Showing posts with label vision. Show all posts
Showing posts with label vision. Show all posts

Monday, January 5, 2015

The Analytic Profession in One Tweet

Last week, a blog post by an Army strategist appeared on The Bridge (a marvelous blog that I highly recommend to military professionals of all stripes) that posed the following question:

"How would you define the art and science of our profession in one tweet?"

In this case "our profession" referred to the profession of arms, and the author put forward a compact solution with an attendant explication of his reasons that answered the challenge nicely. There is, I think, more than a little value in an effort like this one, and cutting away the chaff and getting to the heart of who we are, what we do, and why we do it is more than just an interesting intellectual exercise. If done well, it provides a clear and memorable vision that communicates to those on the outside what we do and to those on the inside why and how we do it (whatever "it" might be), in this way creating a professional community centered on the vision. This clarity of vision then has any number of second-order effects on prioritization, training, recruiting, etc., and the effort to create it can pay incredible dividends.

As a member of more than one professional community, though, this line of thinking led me to wonder, "How would you define the art and science of our military analytic profession in one tweet?" I frequently use the phrasing below when discussing the career field among the analysts with whom I work, though I can't claim credit for its composition. Those who know Mike Payne will recognize it and have likely been part of the ongoing conversation that led to it, but the words are his:

"Analysts learn how things work and explain it to others, usually in relation to other things and often quantitatively."
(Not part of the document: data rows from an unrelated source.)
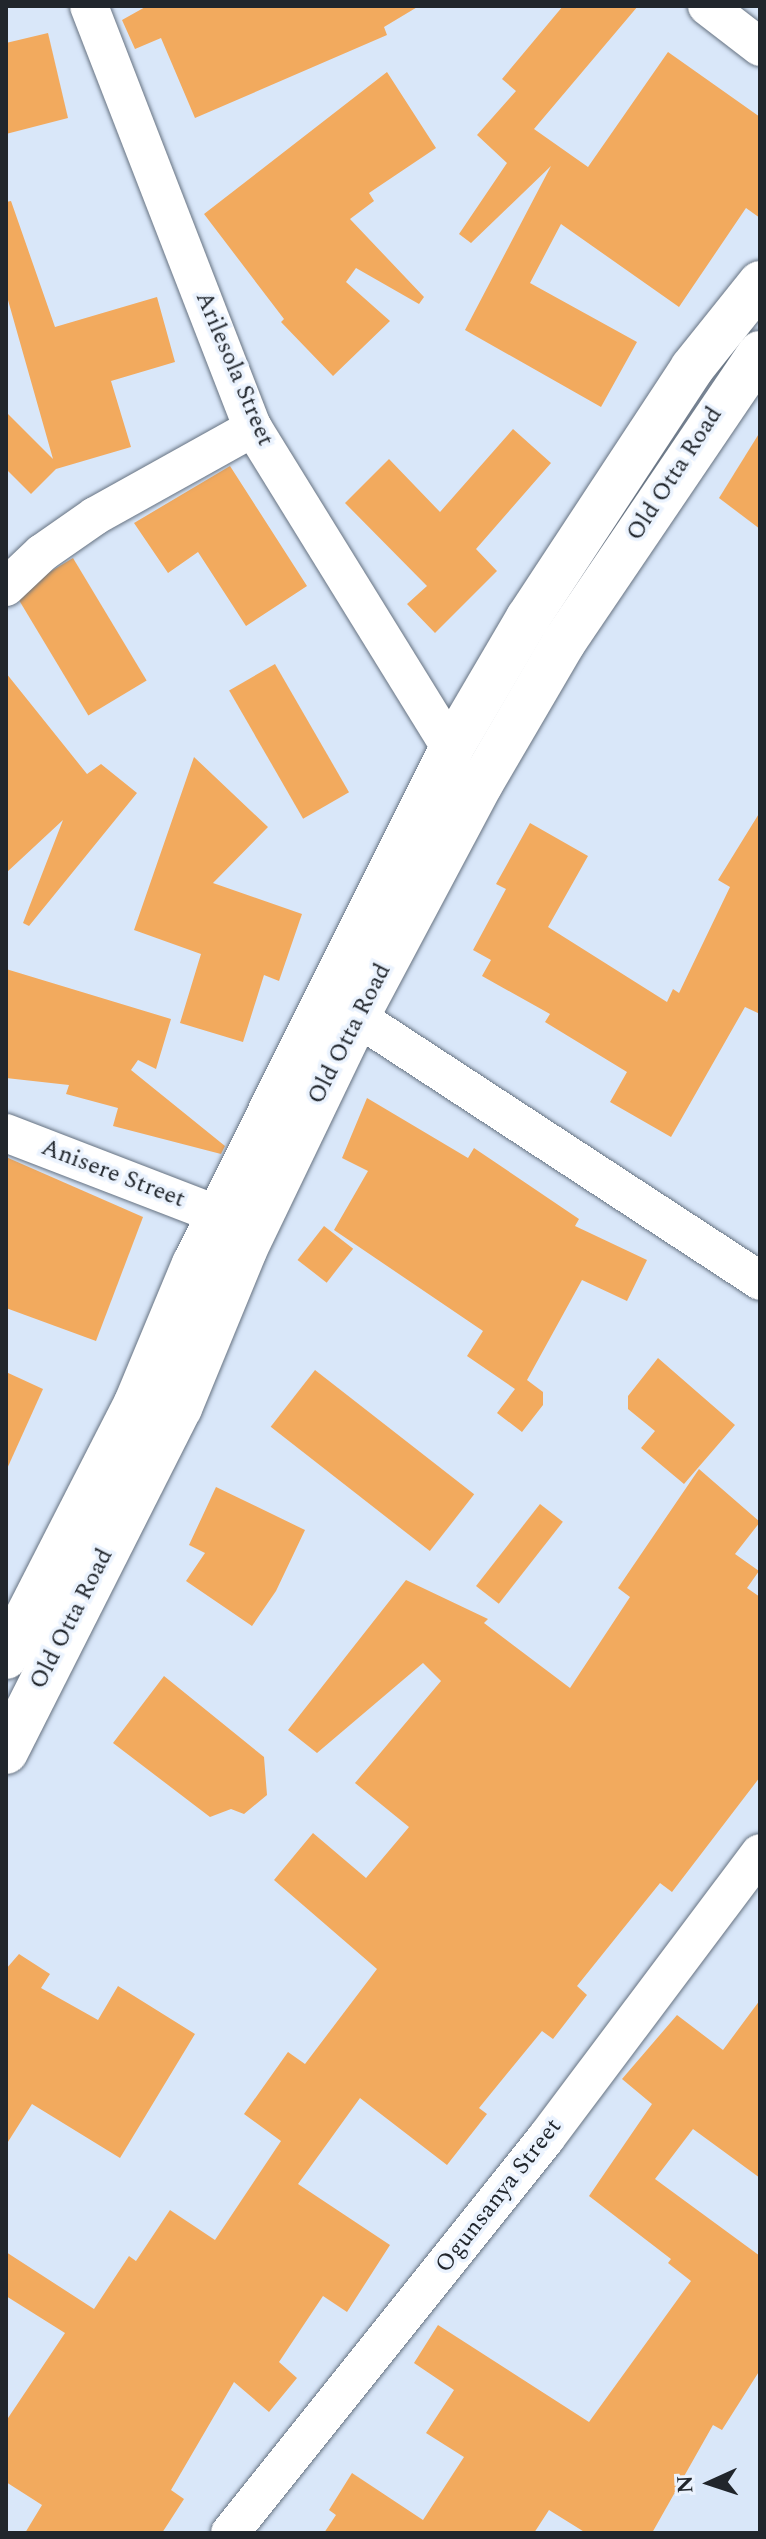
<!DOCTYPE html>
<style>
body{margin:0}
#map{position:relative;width:766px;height:2539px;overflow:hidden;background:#d9e7f9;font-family:Spectral,serif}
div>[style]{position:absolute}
.building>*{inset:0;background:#f2aa5e;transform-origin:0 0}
.roads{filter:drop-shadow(0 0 2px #667281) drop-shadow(0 0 2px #667281)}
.minor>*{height:38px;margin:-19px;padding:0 19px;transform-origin:19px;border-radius:19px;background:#fff}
.tertiary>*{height:44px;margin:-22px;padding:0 22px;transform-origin:22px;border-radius:22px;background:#fff}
span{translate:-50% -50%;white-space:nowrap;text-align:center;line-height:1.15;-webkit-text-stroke:7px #ebf3fe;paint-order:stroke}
.street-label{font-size:24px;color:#21262c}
.frame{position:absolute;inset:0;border:8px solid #21262c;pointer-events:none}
.north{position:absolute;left:670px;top:2443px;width:80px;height:80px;-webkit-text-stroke:6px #ebf3fe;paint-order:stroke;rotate:267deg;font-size:22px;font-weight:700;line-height:32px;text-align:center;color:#21262c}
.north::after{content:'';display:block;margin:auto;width:28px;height:36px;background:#21262c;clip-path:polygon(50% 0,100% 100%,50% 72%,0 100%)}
</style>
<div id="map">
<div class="building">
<i style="clip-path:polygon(147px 6px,419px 6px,384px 27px,387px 35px,195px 118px,161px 38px,135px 49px,122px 20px)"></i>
<i style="clip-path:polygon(563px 6px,638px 6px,534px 129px,588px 167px,668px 52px,760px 117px,760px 218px,746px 208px,679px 307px,561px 224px,530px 283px,637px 342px,601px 407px,465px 330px,551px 166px,471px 243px,459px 234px,507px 163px,477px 135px,516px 91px,502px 79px)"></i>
<i style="clip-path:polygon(48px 33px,68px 118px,6px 134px,6px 43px)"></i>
<i style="clip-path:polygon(387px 72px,436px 148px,369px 193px,374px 201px,350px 219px,424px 297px,419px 304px,356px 268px,346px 282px,390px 321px,333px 376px,281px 322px,284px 319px,204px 214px)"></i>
<i style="clip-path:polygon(11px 201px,55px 327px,157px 297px,175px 362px,111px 381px,131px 447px,56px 469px,31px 494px,6px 469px,6px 412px,53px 459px,6px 293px,6px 202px)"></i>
<i style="clip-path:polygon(513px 429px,551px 463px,476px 549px,497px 571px,435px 633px,407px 604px,427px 586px,345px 503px,389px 459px,440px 512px)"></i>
<i style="clip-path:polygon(760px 432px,760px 529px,719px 498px)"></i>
<i style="clip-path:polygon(230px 466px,307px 586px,246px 626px,198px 552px,168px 573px,134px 523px)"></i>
<i style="left:73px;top:558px;width:143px;height:68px;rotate:59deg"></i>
<i style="left:275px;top:664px;width:148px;height:53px;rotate:60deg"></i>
<i style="clip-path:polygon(6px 673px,87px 774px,101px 764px,137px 793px,29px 926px,23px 923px,63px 820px,6px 873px)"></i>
<i style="clip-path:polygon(194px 757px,268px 827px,213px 883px,302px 914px,279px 981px,264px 975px,243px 1042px,180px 1023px,201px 954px,134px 930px)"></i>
<i style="clip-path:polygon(760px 812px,760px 1014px,745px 1007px,671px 1137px,610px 1102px,627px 1072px,545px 1022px,550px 1014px,482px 976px,491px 960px,473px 950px,506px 889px,496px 884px,530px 823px,588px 856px,548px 927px,667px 1002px,673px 989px,679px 993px,730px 887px,718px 880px)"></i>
<i style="clip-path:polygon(6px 969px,171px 1019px,156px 1069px,138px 1060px,131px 1070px,225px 1146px,221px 1154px,113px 1126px,118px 1108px,66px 1094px,69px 1085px,6px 1078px)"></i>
<i style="clip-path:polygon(367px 1098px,468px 1158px,474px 1148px,579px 1219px,575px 1226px,647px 1260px,627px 1301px,582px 1280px,527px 1380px,543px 1392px,543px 1405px,522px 1432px,497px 1413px,515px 1389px,467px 1356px,483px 1331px,334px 1230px,368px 1171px,342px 1158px)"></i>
<i style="clip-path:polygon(6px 1157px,143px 1217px,96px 1341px,6px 1308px)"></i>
<i style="left:324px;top:1226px;width:37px;height:43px;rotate:38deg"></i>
<i style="clip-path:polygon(658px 1358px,735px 1425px,684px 1484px,641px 1448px,655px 1431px,628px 1409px,628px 1396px)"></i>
<i style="left:315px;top:1370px;width:202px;height:72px;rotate:38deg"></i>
<i style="clip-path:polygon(6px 1372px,43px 1389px,6px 1471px)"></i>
<i style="clip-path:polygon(699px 1469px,760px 1522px,735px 1554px,759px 1571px,747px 1588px,760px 1597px,760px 1777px,672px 1892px,660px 1883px,618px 1935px,577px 1986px,587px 1995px,553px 2039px,542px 2031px,479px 2108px,487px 2114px,447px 2165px,360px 2098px,298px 2184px,390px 2245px,347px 2312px,323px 2296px,279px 2362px,297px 2378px,269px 2412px,234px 2382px,171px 2490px,184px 2499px,162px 2533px,25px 2533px,42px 2505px,6px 2482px,6px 2421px,65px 2333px,6px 2296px,6px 2252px,94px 2309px,129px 2256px,136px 2261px,170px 2210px,215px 2240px,281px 2141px,244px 2114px,288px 2052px,305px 2064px,377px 1969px,274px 1880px,313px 1833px,366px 1878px,409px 1827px,355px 1783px,441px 1681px,423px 1663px,317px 1753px,288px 1730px,406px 1580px,488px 1619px,484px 1623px,570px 1688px,630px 1597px,618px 1588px)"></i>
<i style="clip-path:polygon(216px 1487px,305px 1530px,276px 1591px,252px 1626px,186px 1581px,205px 1553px,189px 1545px)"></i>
<i style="left:540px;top:1504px;width:29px;height:104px;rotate:38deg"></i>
<i style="clip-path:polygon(164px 1676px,264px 1757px,267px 1795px,244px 1814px,231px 1809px,210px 1817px,113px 1743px)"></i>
<i style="clip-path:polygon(19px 1954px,50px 1974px,41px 1988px,98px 2020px,118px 1986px,195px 2034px,120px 2158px,32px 2104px,6px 2145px,6px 1969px)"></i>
<i style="clip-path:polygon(760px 2000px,760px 2178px,693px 2129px,655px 2179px,760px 2256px,760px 2370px,722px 2430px,713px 2425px,652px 2533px,586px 2533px,549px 2510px,534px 2533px,324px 2533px,336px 2515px,329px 2510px,352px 2473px,423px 2520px,464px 2457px,426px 2433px,454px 2390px,414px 2363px,438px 2325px,589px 2422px,691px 2281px,668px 2263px,671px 2259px,589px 2196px,652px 2104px,622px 2079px,677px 2015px,723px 2050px)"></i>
</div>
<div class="roads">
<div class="minor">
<i style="left:89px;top:6px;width:453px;rotate:68.8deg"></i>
<i style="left:253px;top:428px;width:377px;rotate:58.3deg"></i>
<i style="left:707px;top:6px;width:67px;rotate:37.7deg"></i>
<i style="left:6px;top:587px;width:50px;rotate:-43.4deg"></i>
<i style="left:42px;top:553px;width:65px;rotate:-34.9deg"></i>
<i style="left:95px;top:516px;width:181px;rotate:-29.1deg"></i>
<i style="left:357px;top:1017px;width:482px;rotate:33.2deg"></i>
<i style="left:6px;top:1133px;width:230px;rotate:21.1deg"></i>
<i style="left:230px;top:2533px;width:506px;rotate:-51.34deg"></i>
<i style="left:546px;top:2138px;width:356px;rotate:-53.1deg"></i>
</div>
<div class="tertiary">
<i style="left:6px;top:1657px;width:285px;rotate:-62.9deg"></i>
<i style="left:136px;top:1403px;width:151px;rotate:-67.4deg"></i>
<i style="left:194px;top:1264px;width:576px;rotate:-63.48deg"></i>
<i style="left:451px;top:749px;width:152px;rotate:-59.6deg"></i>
<i style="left:528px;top:618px;width:299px;rotate:-56.7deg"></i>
<i style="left:692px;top:368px;width:109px;rotate:-51.3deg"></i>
<i style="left:6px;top:1752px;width:386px;rotate:-63.2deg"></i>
<i style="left:180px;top:1408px;width:171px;rotate:-67.6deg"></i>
<i style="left:245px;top:1250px;width:259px;rotate:-64.3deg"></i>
<i style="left:357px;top:1017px;width:264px;rotate:-62deg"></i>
<i style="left:481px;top:784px;width:164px;rotate:-59.7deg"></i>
<i style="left:564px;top:642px;width:349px;rotate:-55.9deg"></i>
</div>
</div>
<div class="street-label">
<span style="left:234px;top:369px;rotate:67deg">Arilesola Street</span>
<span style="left:675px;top:474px;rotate:-57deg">Old Otta Road</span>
<span style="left:350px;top:1034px;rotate:-63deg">Old Otta Road</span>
<span style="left:113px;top:1174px;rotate:21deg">Anisere Street</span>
<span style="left:72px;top:1619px;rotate:-63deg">Old Otta Road</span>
<span style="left:499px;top:2196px;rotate:-52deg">Ogunsanya Street</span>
</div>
<div class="frame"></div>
<div class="north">N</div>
</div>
This definition (with 22 characters to spare) captures several critical characteristics of the analytic profession. 
  1. It is general. In many cases, we don't have the luxury to consider ourselves as ISR analysts, force structure analysts, operational assessment analysts, etc. Rather, our particular skills will be applied to whatever question is relevant to leadership. 
  2. Learning how things work is interesting as a standalone activity, but productive of nothing. Communicating the things we learn to those responsible for making decisions is a critical element of who we are as a community. 
  3. Not all analysis is quantitative. There are some tools available to the community of military operations research professionals (mathematical, simulation, etc.) that are in some sense unique, but these are not a sine qua non for analysis. Consider, for example, the analysis given by Graham Allison and Philip Zelikow in their iconic book Essence of Decision. Nary an equation is to be found, but it's difficult to dispute that they are seeking to understand a system and explain it to others who will make decisions. Analysis is something done by analysts, and it is independent of the tools used (except for tool between the analyst's ears). 
  4. The systems we study are not isolated, and understanding how they are coupled to other systems is vitally important, both to understand the constraints and restraints imposed by the environment and to illuminate non-proximate effects that may result from changes in the system under investigation. 
  5. It's worth noting what this definition does not do. The word "answer" does not appear, for example. Most questions of interest, do not have clean and precise answers, for example, or they have multiple answers that each have merits making them equally palatable but qualitatively different. So, it is generally not possible for analysis of an interesting problem to produce a single, incontrovertibly trues, and perfectly optimal answer. Thus, we explain to senior leaders how the system works to help them better understand the decision space before them, but we rarely provide answers and to chase these chimerae is ... problematic.
That's my 140-character contribution.